PROVIDED MATERIAL:

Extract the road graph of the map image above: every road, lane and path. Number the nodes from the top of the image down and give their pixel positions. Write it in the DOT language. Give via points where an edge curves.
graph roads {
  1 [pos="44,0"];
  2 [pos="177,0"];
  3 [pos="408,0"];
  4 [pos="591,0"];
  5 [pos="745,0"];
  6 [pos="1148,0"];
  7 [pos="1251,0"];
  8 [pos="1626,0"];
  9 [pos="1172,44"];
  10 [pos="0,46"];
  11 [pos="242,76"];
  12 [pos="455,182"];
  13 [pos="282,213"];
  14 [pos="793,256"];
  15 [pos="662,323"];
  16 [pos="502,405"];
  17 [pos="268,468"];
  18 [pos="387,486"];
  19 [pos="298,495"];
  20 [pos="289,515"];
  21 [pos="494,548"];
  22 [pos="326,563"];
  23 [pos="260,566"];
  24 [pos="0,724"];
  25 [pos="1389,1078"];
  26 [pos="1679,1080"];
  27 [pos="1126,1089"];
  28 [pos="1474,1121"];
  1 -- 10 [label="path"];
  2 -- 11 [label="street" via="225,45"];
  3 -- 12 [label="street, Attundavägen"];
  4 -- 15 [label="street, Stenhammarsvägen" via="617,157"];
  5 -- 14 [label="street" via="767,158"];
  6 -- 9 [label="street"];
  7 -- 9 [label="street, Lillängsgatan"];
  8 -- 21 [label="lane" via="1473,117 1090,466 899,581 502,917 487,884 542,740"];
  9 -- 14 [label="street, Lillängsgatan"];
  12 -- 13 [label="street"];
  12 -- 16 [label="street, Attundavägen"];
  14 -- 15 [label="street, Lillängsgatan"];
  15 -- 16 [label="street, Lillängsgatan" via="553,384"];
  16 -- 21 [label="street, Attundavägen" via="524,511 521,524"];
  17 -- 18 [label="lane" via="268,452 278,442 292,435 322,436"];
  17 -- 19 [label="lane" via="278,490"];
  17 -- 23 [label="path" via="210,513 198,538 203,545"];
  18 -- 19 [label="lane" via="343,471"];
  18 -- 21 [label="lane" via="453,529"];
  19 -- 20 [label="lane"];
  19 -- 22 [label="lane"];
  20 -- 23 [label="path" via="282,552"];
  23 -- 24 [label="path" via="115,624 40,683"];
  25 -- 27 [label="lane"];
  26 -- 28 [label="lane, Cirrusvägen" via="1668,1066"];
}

DESCRIPTION OF THE TASK: Would you return the entries exactly as they stand?

WRITTEN REPLY:
Extract the road graph of the map image above: every road, lane and path. Number the nodes from the top of the image down and give their pixel positions. Write it in the DOT language. Give via points where an edge curves.
graph roads {
  1 [pos="44,0"];
  2 [pos="177,0"];
  3 [pos="408,0"];
  4 [pos="591,0"];
  5 [pos="745,0"];
  6 [pos="1148,0"];
  7 [pos="1251,0"];
  8 [pos="1626,0"];
  9 [pos="1172,44"];
  10 [pos="0,46"];
  11 [pos="242,76"];
  12 [pos="455,182"];
  13 [pos="282,213"];
  14 [pos="793,256"];
  15 [pos="662,323"];
  16 [pos="502,405"];
  17 [pos="268,468"];
  18 [pos="387,486"];
  19 [pos="298,495"];
  20 [pos="289,515"];
  21 [pos="494,548"];
  22 [pos="326,563"];
  23 [pos="260,566"];
  24 [pos="0,724"];
  25 [pos="1389,1078"];
  26 [pos="1679,1080"];
  27 [pos="1126,1089"];
  28 [pos="1474,1121"];
  1 -- 10 [label="path"];
  2 -- 11 [label="street" via="225,45"];
  3 -- 12 [label="street, Attundavägen"];
  4 -- 15 [label="street, Stenhammarsvägen" via="617,157"];
  5 -- 14 [label="street" via="767,158"];
  6 -- 9 [label="street"];
  7 -- 9 [label="street, Lillängsgatan"];
  8 -- 21 [label="lane" via="1473,117 1090,466 899,581 502,917 487,884 542,740"];
  9 -- 14 [label="street, Lillängsgatan"];
  12 -- 13 [label="street"];
  12 -- 16 [label="street, Attundavägen"];
  14 -- 15 [label="street, Lillängsgatan"];
  15 -- 16 [label="street, Lillängsgatan" via="553,384"];
  16 -- 21 [label="street, Attundavägen" via="524,511 521,524"];
  17 -- 18 [label="lane" via="268,452 278,442 292,435 322,436"];
  17 -- 19 [label="lane" via="278,490"];
  17 -- 23 [label="path" via="210,513 198,538 203,545"];
  18 -- 19 [label="lane" via="343,471"];
  18 -- 21 [label="lane" via="453,529"];
  19 -- 20 [label="lane"];
  19 -- 22 [label="lane"];
  20 -- 23 [label="path" via="282,552"];
  23 -- 24 [label="path" via="115,624 40,683"];
  25 -- 27 [label="lane"];
  26 -- 28 [label="lane, Cirrusvägen" via="1668,1066"];
}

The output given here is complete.